In my case, they were trying to determine whether a pinched nerve in my neck was causing the problems with my arm.

Electromyography is an outpatient procedure that typically takes about an hour.  EMG is often done in conjunction with a nerve conduction study (NCS), which I also had.  NCS is the measurement of “the speed of conduction of an electrical impulse through a nerve. NCS can determine nerve damage and destruction” (Johns Hopkins).

According to WebMD,

“Nerve conduction studies are done before an EMG if both tests are being done. Nerve conduction tests may take from 15 minutes to 1 hour or more, depending on how many nerves and muscles are studied.”

Since they were going to need access to my arm and shoulder (and trapezius, as it turned out), I wore a track suit with a tank top underneath. They asked me to take off the track suit jacket and lie down on an examining table.

To prepare for the NCS, the person administering the torture procedure asked me to move my fingers, hand, and arm in several different directions so she could determine her targets.  These she marked on my arm with a marking pen.  She fastened several electrodes to my hand and fingers with tape (see picture below), and proceeded to zap me with a machine that looked like a taser (but used less voltage, obviously).

 

This is not a pleasant sensation.  It typically wasn’t too painful, except when she applied multiple shocks in the same location.  The second or third consecutive shock in the same spot became more and more painful.  For the most part, she told me what she was going to do before she did it, which helped me prepare.  When she told me she needed to do 10 shocks in the same place, I knew two things: 1) It was going to hurt like hell, and 2) I’d better do the stress management/relaxation breathing techniques I learned at the base Wellness Center.

Breathing techniques, whether learned through biofeedback training or as part of yoga or meditation can be very helpful for managing pain or stress.  I use them whenever I am having an uncomfortable/painful/stressful medical procedure.  Of course, in this case, relaxing was a bit more challenging, since my body was also jerking from the shocks.  For some of the shocks, only my hand/wrist twitched.  But for some of them, my opposite leg jumped.  Several times I got a cramp in my arm muscles, and toward the end, I got a cramp in the muscles in my lower back.

That was part one.  Part two was the EMG.  “During a needle EMG, a needle electrode inserted directly into a muscle records the electrical activity in that muscle” (Mayo Clinic).

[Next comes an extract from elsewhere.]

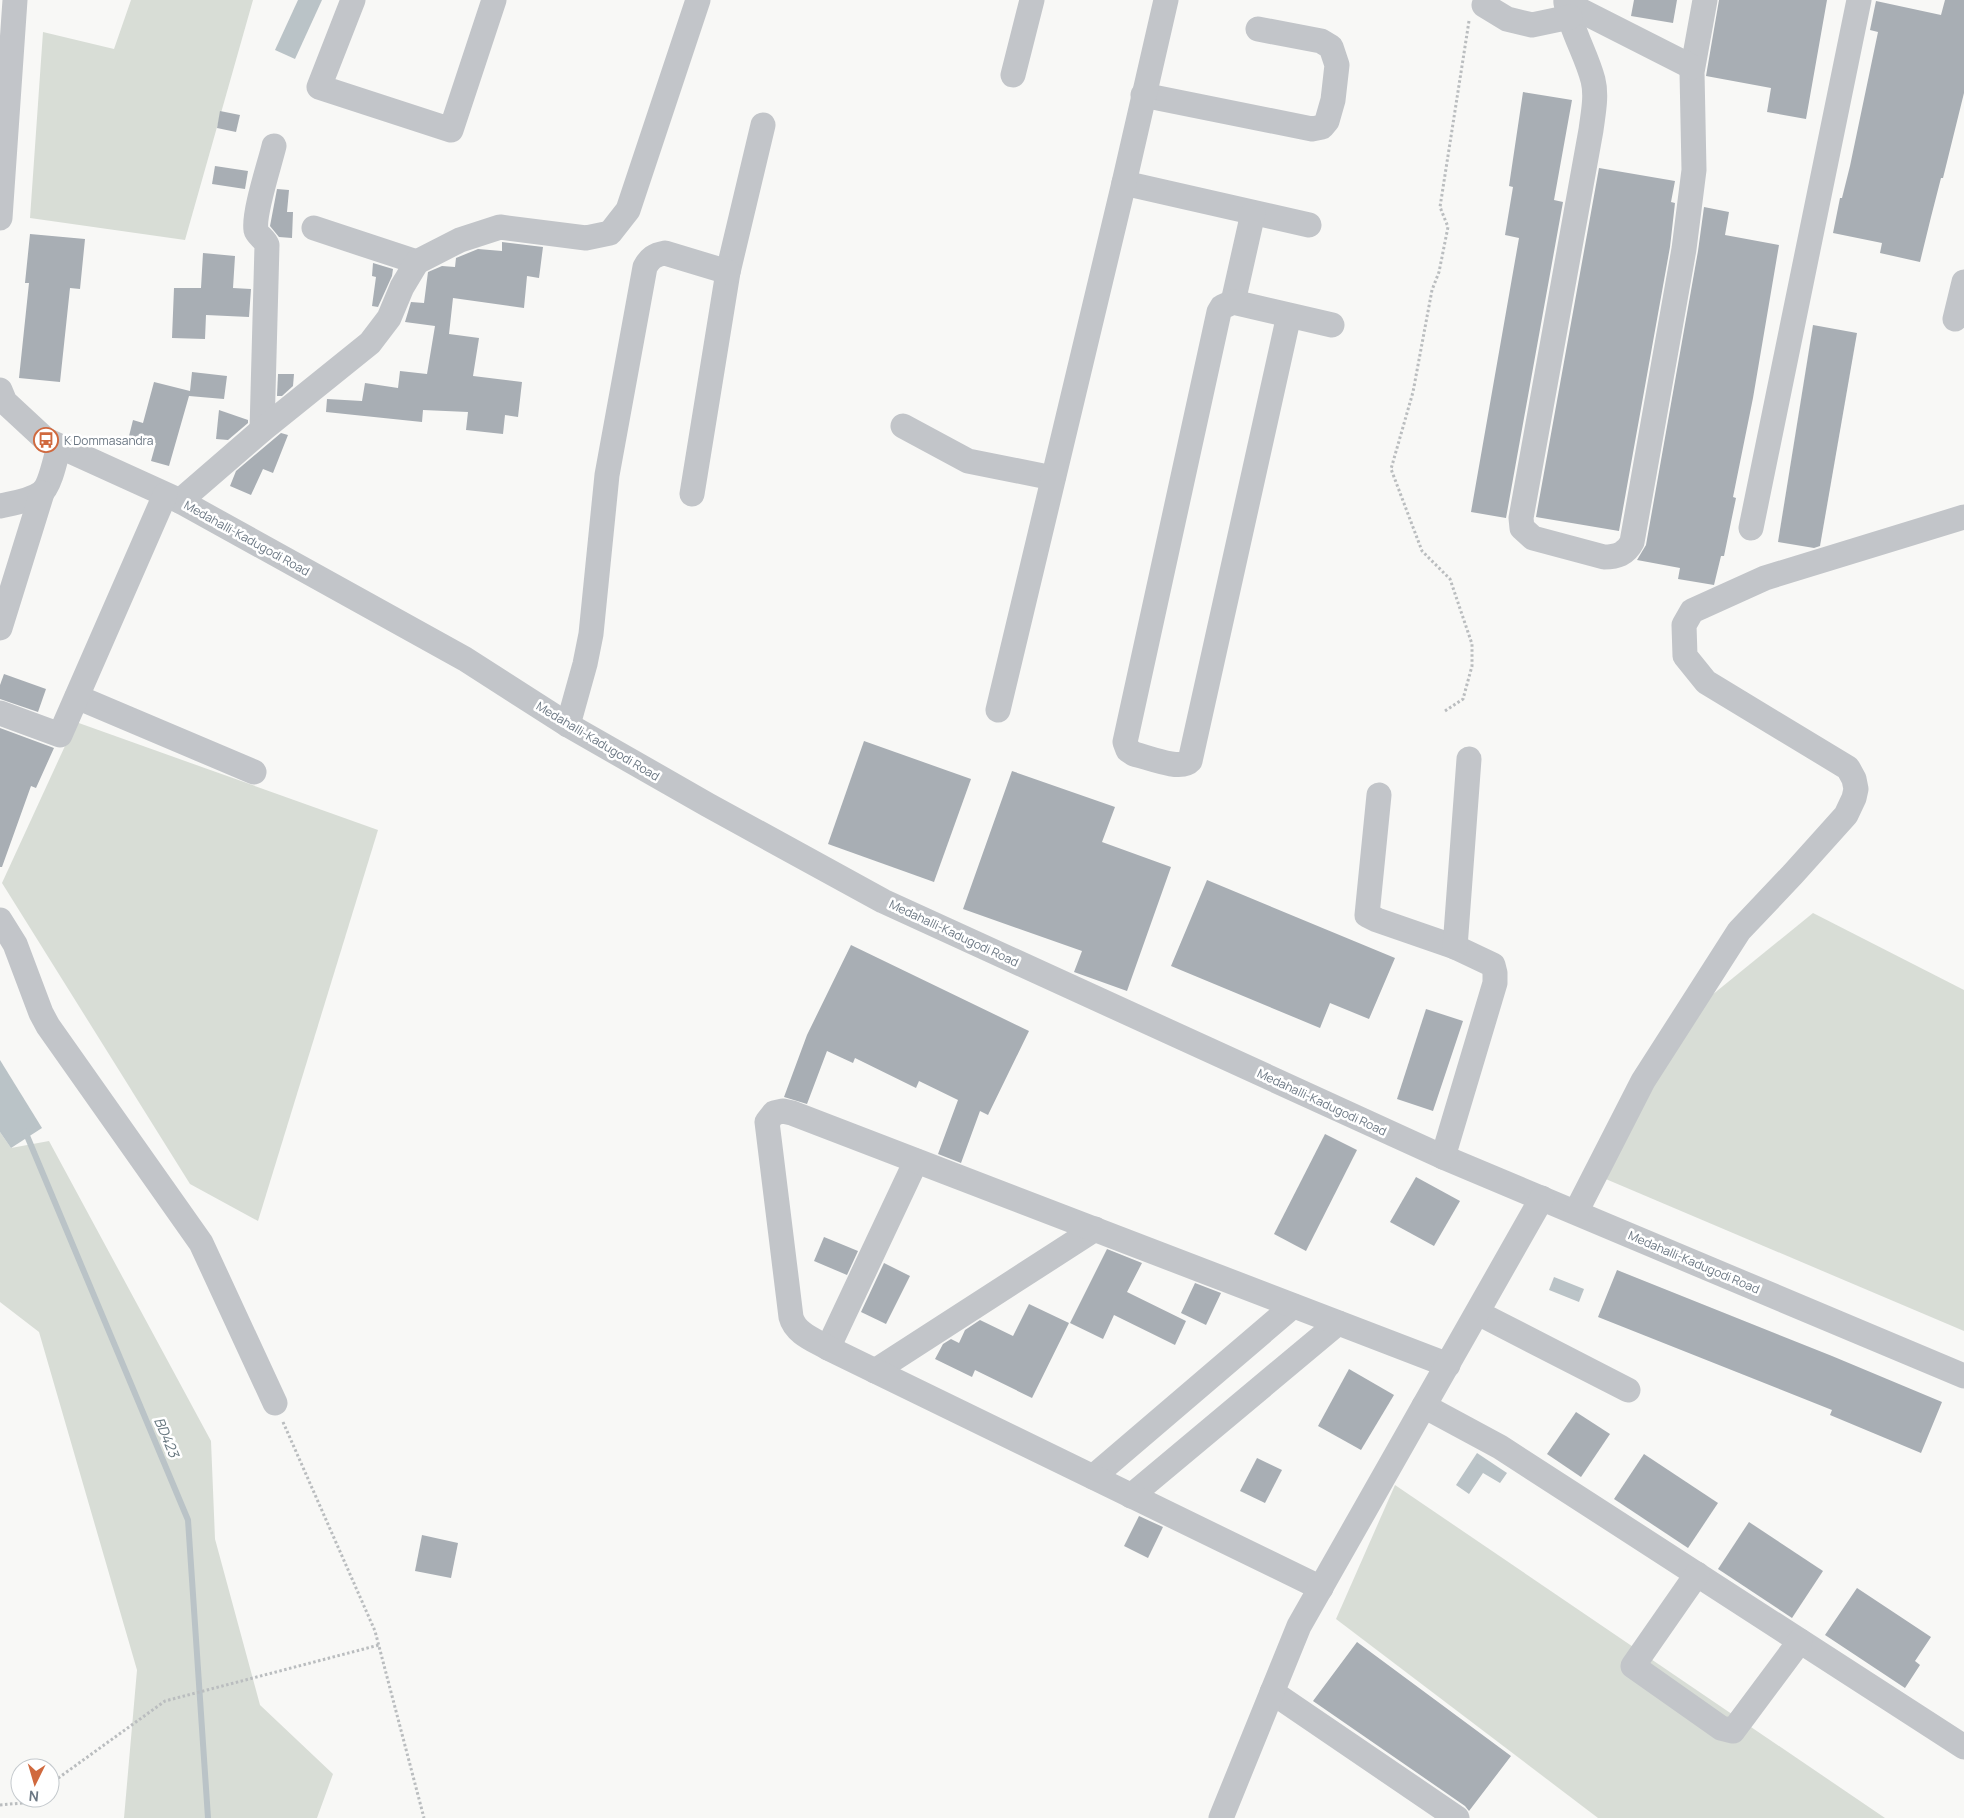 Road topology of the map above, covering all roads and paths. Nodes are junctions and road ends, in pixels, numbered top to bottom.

The needle is inserted into various muscles.  It didn’t hurt most of the times it was inserted, since it is a very fine needle.  It did hurt when it was inserted into the trapezius muscle.  Once it is inserted, the doctor taps on the needle, and sometimes moves it around inside the muscle as she listens to the signal.  As you can imagine, this doesn’t feel very good.  Then she asks you to engage the muscle.  You can hear an increase in signal noise while you are engaging the muscle.  This also doesn’t feel very good, as the needle feels like it is stabbing you more.

These tests may be done only on one side of your body (one arm, one leg, etc.), or they may be done on both sides of your body in order to compare results.  In this case, they only tested the problematic arm, not both, and the doctors were able to give me my results at the end of the procedures.

The good news is they didn’t see any evidence that I have a pinched nerve in my neck.  The bad news is that these diagnostic procedures didn’t help determine the cause of the problems with my arm.

After the tests: I had one righteous bruise, and I was tired for the rest of the day.

According to WebMD:

“After the [EMG], you may be sore and have a tingling feeling in your muscles for up to 2 days. If your pain gets worse or you have swelling, tenderness, or pus at any of the needle sites, call your doctor.”

“If you still have pain after the [NCS]:

  • Put ice or a cold pack on the sore area for 10 to 20 minutes at a time. Put a thin cloth between the ice and your skin.
  • Take an over-the-counter pain medicine, such as acetaminophen (Tylenol), ibuprofen (Advil, Motrin), or naproxen (Aleve). Be safe with medicines. Read and follow all instructions on the label.”